(Dataset entries)
|---|
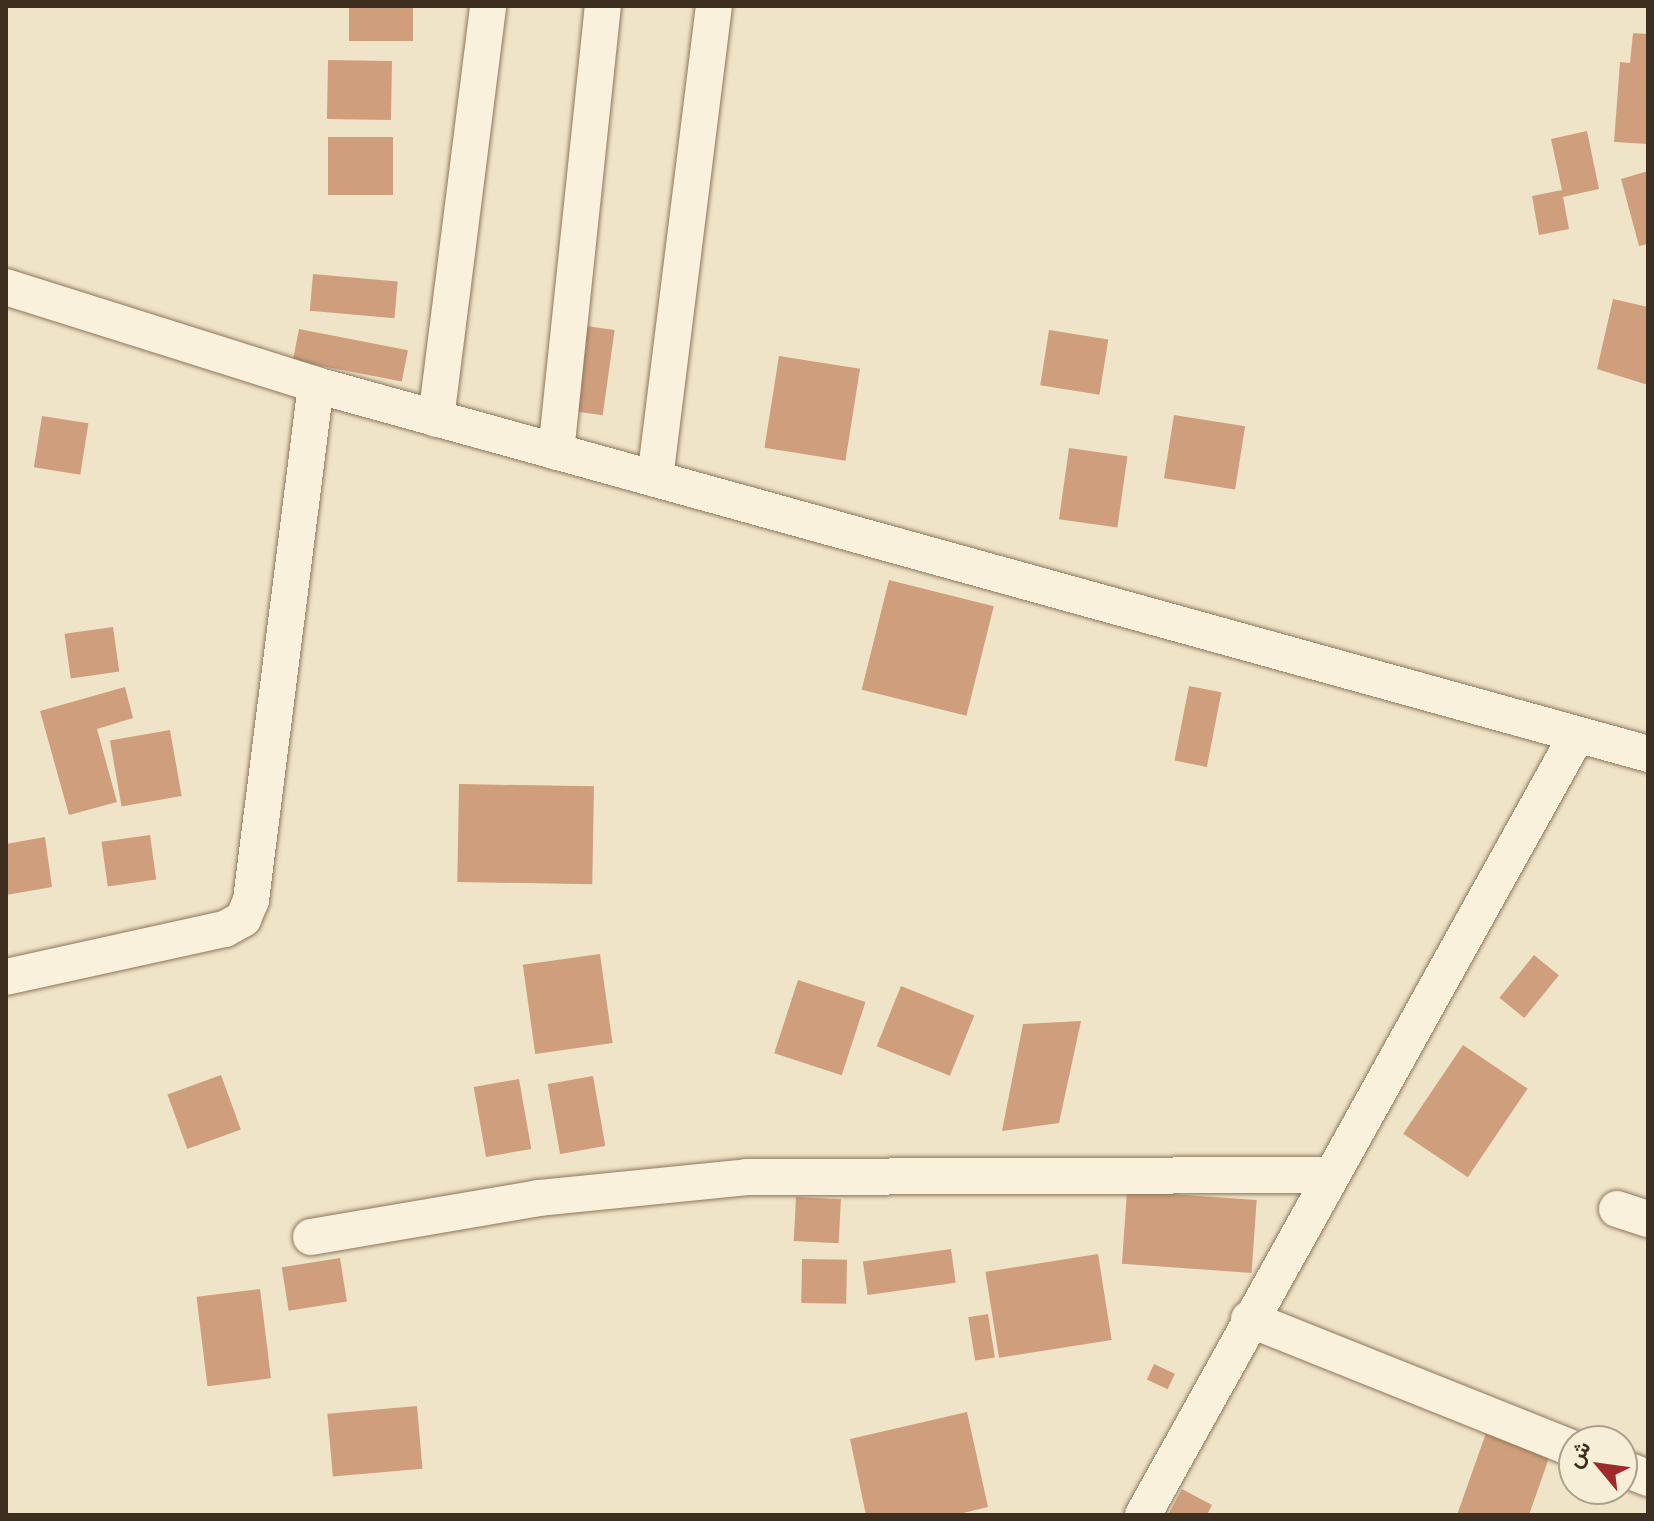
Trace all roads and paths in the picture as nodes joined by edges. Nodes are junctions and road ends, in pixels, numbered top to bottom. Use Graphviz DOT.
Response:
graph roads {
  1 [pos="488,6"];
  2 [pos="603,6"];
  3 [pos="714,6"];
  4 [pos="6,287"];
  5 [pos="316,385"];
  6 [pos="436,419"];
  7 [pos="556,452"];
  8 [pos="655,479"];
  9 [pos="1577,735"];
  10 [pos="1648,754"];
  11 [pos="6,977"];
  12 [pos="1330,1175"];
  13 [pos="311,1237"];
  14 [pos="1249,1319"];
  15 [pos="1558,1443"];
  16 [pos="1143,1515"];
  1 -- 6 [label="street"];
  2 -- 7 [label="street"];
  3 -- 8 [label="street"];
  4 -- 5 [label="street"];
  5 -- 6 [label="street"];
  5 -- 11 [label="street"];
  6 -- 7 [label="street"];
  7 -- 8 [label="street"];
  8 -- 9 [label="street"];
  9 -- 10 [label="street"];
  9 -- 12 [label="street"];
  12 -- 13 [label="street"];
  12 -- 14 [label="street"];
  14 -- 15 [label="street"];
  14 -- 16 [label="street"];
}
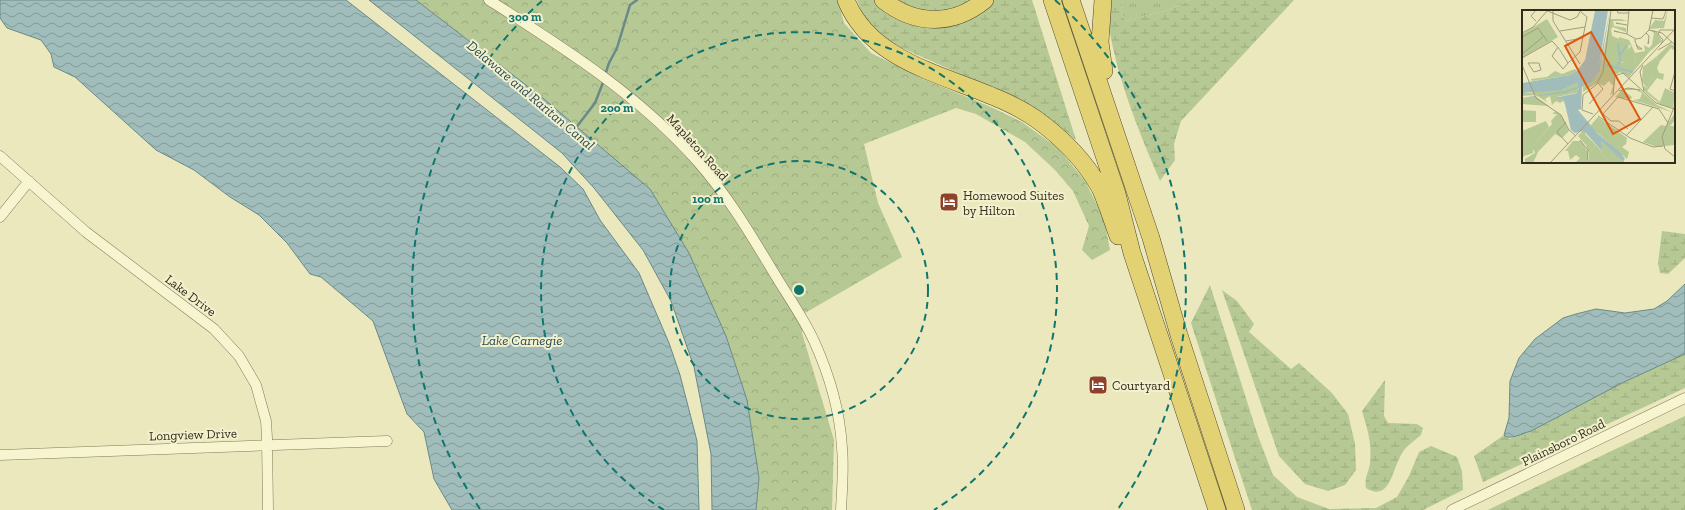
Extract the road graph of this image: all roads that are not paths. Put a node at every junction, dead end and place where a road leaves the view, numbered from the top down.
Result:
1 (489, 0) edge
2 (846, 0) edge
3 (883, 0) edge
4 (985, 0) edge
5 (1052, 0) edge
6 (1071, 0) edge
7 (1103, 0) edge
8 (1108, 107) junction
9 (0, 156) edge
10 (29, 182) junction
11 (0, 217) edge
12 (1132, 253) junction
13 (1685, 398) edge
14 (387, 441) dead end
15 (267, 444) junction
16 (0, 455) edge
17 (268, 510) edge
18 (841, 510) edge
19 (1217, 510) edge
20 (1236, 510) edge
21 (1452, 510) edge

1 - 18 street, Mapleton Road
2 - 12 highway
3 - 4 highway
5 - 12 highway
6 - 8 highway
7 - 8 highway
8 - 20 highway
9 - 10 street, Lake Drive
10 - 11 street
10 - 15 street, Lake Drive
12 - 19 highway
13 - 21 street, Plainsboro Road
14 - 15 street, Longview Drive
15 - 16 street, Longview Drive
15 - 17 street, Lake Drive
|---|
**Work item**. Retype the entries above word for word, minus any images.

**Exercise answer**.
Trace all roads and paths in the picture as nodes joined by edges. Nodes are junctions and road ends, in pixels, numbered top to bottom. Use Graphviz DOT.
Response:
graph roads {
  1 [pos="488,6"];
  2 [pos="603,6"];
  3 [pos="714,6"];
  4 [pos="6,287"];
  5 [pos="316,385"];
  6 [pos="436,419"];
  7 [pos="556,452"];
  8 [pos="655,479"];
  9 [pos="1577,735"];
  10 [pos="1648,754"];
  11 [pos="6,977"];
  12 [pos="1330,1175"];
  13 [pos="311,1237"];
  14 [pos="1249,1319"];
  15 [pos="1558,1443"];
  16 [pos="1143,1515"];
  1 -- 6 [label="street"];
  2 -- 7 [label="street"];
  3 -- 8 [label="street"];
  4 -- 5 [label="street"];
  5 -- 6 [label="street"];
  5 -- 11 [label="street"];
  6 -- 7 [label="street"];
  7 -- 8 [label="street"];
  8 -- 9 [label="street"];
  9 -- 10 [label="street"];
  9 -- 12 [label="street"];
  12 -- 13 [label="street"];
  12 -- 14 [label="street"];
  14 -- 15 [label="street"];
  14 -- 16 [label="street"];
}
Extract the road graph of this image: all roads that are not paths. Put a node at every junction, dead end and place where a road leaves the view, numbered from the top down.
Result:
1 (489, 0) edge
2 (846, 0) edge
3 (883, 0) edge
4 (985, 0) edge
5 (1052, 0) edge
6 (1071, 0) edge
7 (1103, 0) edge
8 (1108, 107) junction
9 (0, 156) edge
10 (29, 182) junction
11 (0, 217) edge
12 (1132, 253) junction
13 (1685, 398) edge
14 (387, 441) dead end
15 (267, 444) junction
16 (0, 455) edge
17 (268, 510) edge
18 (841, 510) edge
19 (1217, 510) edge
20 (1236, 510) edge
21 (1452, 510) edge

1 - 18 street, Mapleton Road
2 - 12 highway
3 - 4 highway
5 - 12 highway
6 - 8 highway
7 - 8 highway
8 - 20 highway
9 - 10 street, Lake Drive
10 - 11 street
10 - 15 street, Lake Drive
12 - 19 highway
13 - 21 street, Plainsboro Road
14 - 15 street, Longview Drive
15 - 16 street, Longview Drive
15 - 17 street, Lake Drive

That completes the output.